Mike Steinberg, festival director of Missoula's Big Sky Documentary Film Festival, has a lot of films to sift through before the closing date of October 20. Here he gives his advice to late-comers and gives hope that as long as the film is in before the deadline, it definitely has a shot.
October 15, 2008

Mike Steinberg, festival director of Big Sky Documentary Film Festival, has a lot of films to sift through before the closing date of October 20. Here he gives his advice to late-comers and gives hope that as long as the film is in before the deadline, it definitely has a shot.

Dates: February 13 to 22, 2009
Deadline for entry: October 20, 2008
Director of programming: Doug Hawes-Davis
Website: www.bigskyfilmfest.org/

How many films do you personally screen before the festival?
We have a six-person panel and we have close to 1,000 films submitted and we whittle it down to 100 to 120 tops, period. I broke my record this year: I think I’m up to about 140 with plenty of time to go.

What are you looking for in a film?
I want to see cinematic theatrical documentaries. Not necessarily documentaries that will have a theatrical release, but films which deserve a cinematic venue, like this wonderful historic theater that we screen in. I have a fondness for essay films and art docs, so I want to see those. We have a really diverse audience though, and we end up screening anything from first-person docs to polemics to classic cinema. This year we’re set to do a retrospective of Ron Mann’s films and we’re bringing him in, so stuff like Grass, Comic Book Confidential and Tales of the Rat Fink.

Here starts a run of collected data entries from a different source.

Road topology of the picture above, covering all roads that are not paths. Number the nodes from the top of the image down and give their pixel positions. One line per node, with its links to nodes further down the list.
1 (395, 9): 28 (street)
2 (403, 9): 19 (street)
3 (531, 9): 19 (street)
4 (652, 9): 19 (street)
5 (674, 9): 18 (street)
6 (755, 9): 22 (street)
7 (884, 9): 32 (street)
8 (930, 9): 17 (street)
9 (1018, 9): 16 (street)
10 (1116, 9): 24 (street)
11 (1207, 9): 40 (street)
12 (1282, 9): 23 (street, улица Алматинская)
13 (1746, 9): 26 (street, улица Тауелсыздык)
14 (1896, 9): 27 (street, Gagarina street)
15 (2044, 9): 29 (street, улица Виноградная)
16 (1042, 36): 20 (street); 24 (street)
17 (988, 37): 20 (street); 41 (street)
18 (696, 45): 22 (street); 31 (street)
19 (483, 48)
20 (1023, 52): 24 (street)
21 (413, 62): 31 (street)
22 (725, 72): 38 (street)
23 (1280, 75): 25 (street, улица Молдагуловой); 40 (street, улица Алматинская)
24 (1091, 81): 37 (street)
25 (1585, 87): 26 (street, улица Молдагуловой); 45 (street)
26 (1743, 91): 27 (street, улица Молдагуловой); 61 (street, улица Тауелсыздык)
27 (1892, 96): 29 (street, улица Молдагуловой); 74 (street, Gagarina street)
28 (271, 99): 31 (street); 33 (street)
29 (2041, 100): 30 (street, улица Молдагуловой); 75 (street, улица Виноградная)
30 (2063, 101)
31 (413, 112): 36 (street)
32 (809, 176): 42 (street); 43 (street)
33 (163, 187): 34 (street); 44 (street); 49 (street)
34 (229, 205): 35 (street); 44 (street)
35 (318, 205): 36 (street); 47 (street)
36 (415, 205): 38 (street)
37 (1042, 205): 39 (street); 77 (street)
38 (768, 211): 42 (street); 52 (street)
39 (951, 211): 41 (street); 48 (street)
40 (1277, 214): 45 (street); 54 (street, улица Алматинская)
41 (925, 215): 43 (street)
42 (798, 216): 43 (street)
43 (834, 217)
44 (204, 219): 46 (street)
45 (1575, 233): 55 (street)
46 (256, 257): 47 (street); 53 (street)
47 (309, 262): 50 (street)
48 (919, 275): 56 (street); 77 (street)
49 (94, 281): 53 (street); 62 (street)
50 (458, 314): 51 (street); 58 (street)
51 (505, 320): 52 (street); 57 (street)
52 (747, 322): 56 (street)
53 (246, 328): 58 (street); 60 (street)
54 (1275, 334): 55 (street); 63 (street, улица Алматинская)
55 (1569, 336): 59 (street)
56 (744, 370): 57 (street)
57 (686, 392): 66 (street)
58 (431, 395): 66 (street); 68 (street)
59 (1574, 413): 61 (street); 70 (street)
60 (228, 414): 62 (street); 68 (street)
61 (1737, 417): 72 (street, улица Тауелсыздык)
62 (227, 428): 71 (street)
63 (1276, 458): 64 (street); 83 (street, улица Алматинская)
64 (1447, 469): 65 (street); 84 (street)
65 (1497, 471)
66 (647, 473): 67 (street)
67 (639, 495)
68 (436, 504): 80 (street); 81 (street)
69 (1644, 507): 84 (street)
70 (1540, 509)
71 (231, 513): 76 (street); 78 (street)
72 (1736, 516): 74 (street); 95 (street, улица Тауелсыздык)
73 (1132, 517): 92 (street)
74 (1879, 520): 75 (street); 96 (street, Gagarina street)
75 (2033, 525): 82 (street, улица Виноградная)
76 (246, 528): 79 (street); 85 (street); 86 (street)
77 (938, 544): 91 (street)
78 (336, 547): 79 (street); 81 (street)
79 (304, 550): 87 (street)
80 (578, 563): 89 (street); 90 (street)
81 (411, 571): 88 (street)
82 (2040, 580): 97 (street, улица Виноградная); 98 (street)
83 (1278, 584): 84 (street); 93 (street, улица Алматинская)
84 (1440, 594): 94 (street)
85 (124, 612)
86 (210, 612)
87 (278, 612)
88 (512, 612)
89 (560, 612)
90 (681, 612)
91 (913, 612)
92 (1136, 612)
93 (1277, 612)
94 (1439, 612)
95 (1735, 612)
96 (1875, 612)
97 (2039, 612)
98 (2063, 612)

What aren’t you looking for?
I don’t want to see TV. Unfortunately we do see a number of films that are good TV, but there’s a real difference in theatrical documentaries that we’re interested in promoting. A television documentary – there’s value – but we just don’t really want to see those.

Is there a standout film for you from last year’s festival?
A Snowmobile for George is a pretty standout film, it’s kind of an issue film, a first-person film. Shadow of the House is a film about a Cuban photographer. Oh My God! It’s Harrod Blank! was also quite a good one. The Wild Horse Redemption was pretty amazing.

What advice can you give filmmakers to help their submissions stand out?
The first piece of advice is to follow the guidelines that we set out. That’s what we want. We ask for a copy of the DVD, and we don’t really want press materials. It doesn’t reduce the chance of a film getting in, but it’s just clutter in our small office. Don’t shoot yourself in the foot by submitting a film that is really not ready to be seen. With that said, we are accepting works-in-progress and rough cuts on the condition that the film will be ready to be screened in February.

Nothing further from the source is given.